WHAT YOU HAVE TO DO:
Here are some records; copy every line that holds the word "dead".

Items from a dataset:

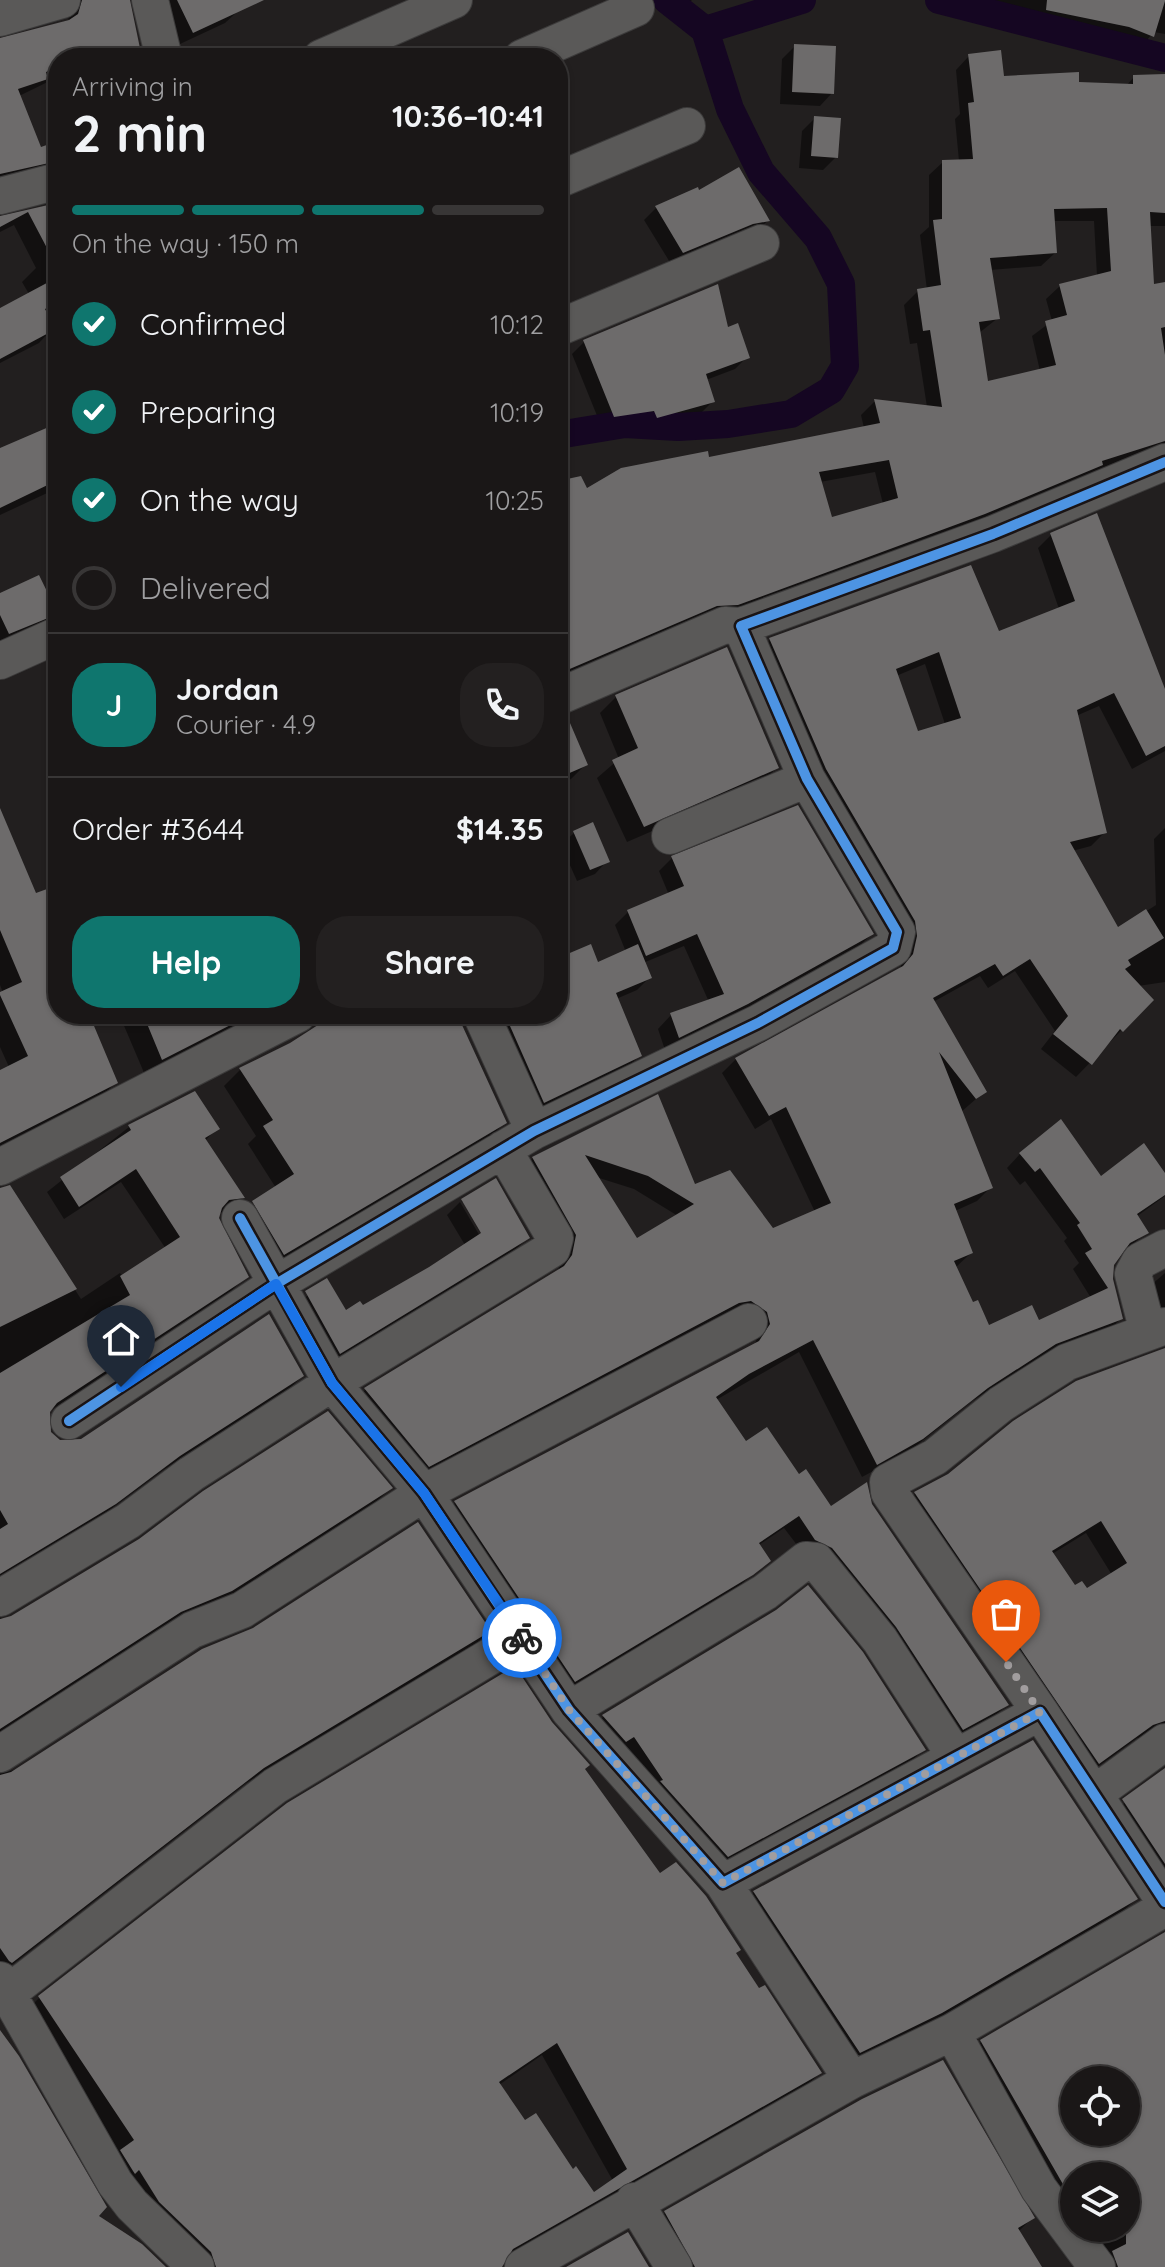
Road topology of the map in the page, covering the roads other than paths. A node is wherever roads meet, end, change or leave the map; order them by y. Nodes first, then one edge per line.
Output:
1 (62, 0) edge
2 (150, 0) edge
3 (454, 0) edge
4 (636, 8) dead end
5 (0, 18) edge
6 (162, 48) edge
7 (344, 48) edge
8 (545, 48) edge
9 (687, 126) dead end
10 (568, 176) edge
11 (48, 184) edge
12 (0, 196) edge
13 (761, 243) dead end
14 (568, 324) edge
15 (1165, 462) edge
16 (741, 626) junction
17 (48, 639) edge
18 (0, 661) edge
19 (568, 693) edge
20 (807, 779) junction
21 (670, 836) dead end
22 (279, 1024) edge
23 (486, 1024) edge
24 (534, 1131) junction
25 (503, 1149) junction
26 (0, 1167) edge
27 (240, 1218) dead end
28 (1165, 1248) edge
29 (276, 1284) junction
30 (749, 1322) dead end
31 (1156, 1329) edge
32 (332, 1383) junction
33 (69, 1421) dead end
34 (424, 1493) junction
35 (0, 1598) edge
36 (521, 1638) junction
37 (569, 1710) junction
38 (1040, 1712) junction
39 (1165, 1742) edge
40 (0, 1754) edge
41 (955, 1756) junction
42 (1094, 1794) junction
43 (723, 1883) junction
44 (1165, 1905) edge
45 (4, 1987) edge
46 (952, 2032) junction
47 (852, 2080) junction
48 (634, 2201) junction
49 (196, 2267) edge
50 (523, 2267) edge
51 (674, 2267) edge
52 (1097, 2267) edge

1 - 5 street
2 - 6 street
3 - 7 street
4 - 8 street
9 - 10 street
11 - 12 street
13 - 14 street
15 - 16 street
16 - 19 street
16 - 20 street
17 - 18 street
20 - 21 street
20 - 24 street
22 - 26 street
23 - 24 street
24 - 25 street
25 - 29 street
25 - 32 street
27 - 29 street
28 - 31 street
29 - 32 street
29 - 33 street
30 - 34 street
31 - 38 street
32 - 34 street
32 - 35 street
34 - 36 street
34 - 40 street
36 - 37 street
36 - 45 street
37 - 41 street
37 - 43 street
38 - 41 street
38 - 42 street
39 - 42 street
41 - 43 street
42 - 44 street
43 - 47 street
44 - 46 street
45 - 49 street
46 - 47 street
46 - 52 street
47 - 48 street
48 - 50 street
48 - 51 street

TASK SOLUTION:
4 (636, 8) dead end
9 (687, 126) dead end
13 (761, 243) dead end
21 (670, 836) dead end
27 (240, 1218) dead end
30 (749, 1322) dead end
33 (69, 1421) dead end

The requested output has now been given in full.